La charla, lejos de terminar con las explicaciones sobre la ausencia de parentesco, continuó en otra dirección. Poco a poco, Stolte, que además de abogado es psicólogo social, fue desgranando la increíble vida de Pedro Palomar, "un hombre de unos 55 años que, entre tantos pesares, encima carga con la cruz de no estar totalmente seguro de la edad que dice tener ni de que su apellido sea ése".

La curiosidad por la historia de Pedro hizo que al cronista se le abrieran caminos que lo conducirían hacia escenarios casi exclusivos del cine o de la literatura. Pero nada era ficción; todo pura realidad. "Si sumamos todas las veces que fue encarcelado por distintas causas -cuenta Stolte-, Pedro ha pasado más de la mitad de su vida preso; casi no hay instituto de menores ni cárcel en la Argentina en la que no haya estado. Y siempre por lo mismo: estafa, hurto, robo, defraudación. Pero jamás lastimó a nadie, ni disparó un arma contra alguien ni secuestró a ninguna persona. Nunca se lo procesó por hechos de sangre. Lo único que hizo toda su vida fue robar, robar a la antigua, con códigos que ya no existen. Como alguna vez él me dijo -y sin que esto deba interpretarse como una justificación y mucho menos una virtud-, es un ladrón romántico."
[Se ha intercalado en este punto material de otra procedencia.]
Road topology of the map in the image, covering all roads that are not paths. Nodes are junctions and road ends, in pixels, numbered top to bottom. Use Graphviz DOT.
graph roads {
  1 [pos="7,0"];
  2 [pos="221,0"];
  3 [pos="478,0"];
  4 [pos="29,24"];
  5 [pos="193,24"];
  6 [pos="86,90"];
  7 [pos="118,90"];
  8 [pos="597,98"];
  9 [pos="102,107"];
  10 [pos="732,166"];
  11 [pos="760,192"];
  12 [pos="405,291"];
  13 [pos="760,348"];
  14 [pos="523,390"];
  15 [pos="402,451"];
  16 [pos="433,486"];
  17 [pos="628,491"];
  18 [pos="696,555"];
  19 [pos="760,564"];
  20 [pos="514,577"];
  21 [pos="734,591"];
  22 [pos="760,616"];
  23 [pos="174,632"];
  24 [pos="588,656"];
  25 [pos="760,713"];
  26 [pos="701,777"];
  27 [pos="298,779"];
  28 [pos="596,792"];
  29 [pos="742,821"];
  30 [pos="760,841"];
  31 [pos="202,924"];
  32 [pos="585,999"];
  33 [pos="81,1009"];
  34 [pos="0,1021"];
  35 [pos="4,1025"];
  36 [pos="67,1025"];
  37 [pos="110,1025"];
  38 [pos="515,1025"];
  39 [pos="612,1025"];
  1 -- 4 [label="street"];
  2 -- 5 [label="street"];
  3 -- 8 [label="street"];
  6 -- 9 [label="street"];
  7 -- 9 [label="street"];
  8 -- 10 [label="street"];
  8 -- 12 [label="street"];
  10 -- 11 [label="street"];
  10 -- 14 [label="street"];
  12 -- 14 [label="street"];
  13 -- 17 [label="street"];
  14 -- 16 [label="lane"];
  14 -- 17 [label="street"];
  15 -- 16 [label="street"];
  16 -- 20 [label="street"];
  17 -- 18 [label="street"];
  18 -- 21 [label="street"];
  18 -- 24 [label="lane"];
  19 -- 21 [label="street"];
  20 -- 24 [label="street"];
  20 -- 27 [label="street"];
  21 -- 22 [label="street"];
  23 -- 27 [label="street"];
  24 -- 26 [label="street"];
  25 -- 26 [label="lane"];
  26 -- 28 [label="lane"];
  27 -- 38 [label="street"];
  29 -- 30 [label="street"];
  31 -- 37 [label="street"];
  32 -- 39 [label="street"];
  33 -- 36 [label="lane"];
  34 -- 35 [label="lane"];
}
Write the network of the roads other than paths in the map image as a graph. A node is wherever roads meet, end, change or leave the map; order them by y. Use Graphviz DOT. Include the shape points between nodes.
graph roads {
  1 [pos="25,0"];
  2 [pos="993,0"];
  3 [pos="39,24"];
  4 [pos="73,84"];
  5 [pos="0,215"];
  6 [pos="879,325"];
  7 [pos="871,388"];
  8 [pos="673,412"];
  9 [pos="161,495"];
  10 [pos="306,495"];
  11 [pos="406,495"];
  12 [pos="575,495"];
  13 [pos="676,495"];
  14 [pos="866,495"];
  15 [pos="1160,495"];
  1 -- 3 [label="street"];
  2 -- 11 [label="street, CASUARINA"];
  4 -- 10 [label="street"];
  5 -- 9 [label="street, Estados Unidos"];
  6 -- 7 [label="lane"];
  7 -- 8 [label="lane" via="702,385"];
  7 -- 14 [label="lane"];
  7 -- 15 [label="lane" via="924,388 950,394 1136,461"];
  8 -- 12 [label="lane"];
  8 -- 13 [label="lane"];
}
La relación entre Federico Stolte y Pedro Palomar avanzó más allá de lo jurídico. Una carta que Pedro le envió a su defensor en diciembre de 2005 muestra claramente por qué su historia merece ser contada. Desde la cárcel, Pedro escribió:

"... Le parecerá raro que un detenido le envíe una carta de este tenor, pero no puedo negar que muy a pesar mío soy un tipo especial. Será por la vida que me ha tocado en suerte, pero no reniego de ella, puesto que es la única que tengo aprendida. No reniego de ella; por el contrario, la tengo perfectamente asimilada. Sin embargo, estoy un poco cansado de huir hacia dentro de mí. Creo que ya es hora de ser un hombre de bien. Toda mi vida fui un marginal, pasé por todas las etapas de la carrera delictiva y en ninguna de ellas me sentí a gusto. No encontré la paz. ¿Será que nunca he puesto mis ojos en ella? ¿Será porque acepté sin remilgos esa suerte de dogma social que indicaba siempre hacia el sur de las cosas? ¿Será por el estigma de ser pobre y sólo hizo que me autocondenara?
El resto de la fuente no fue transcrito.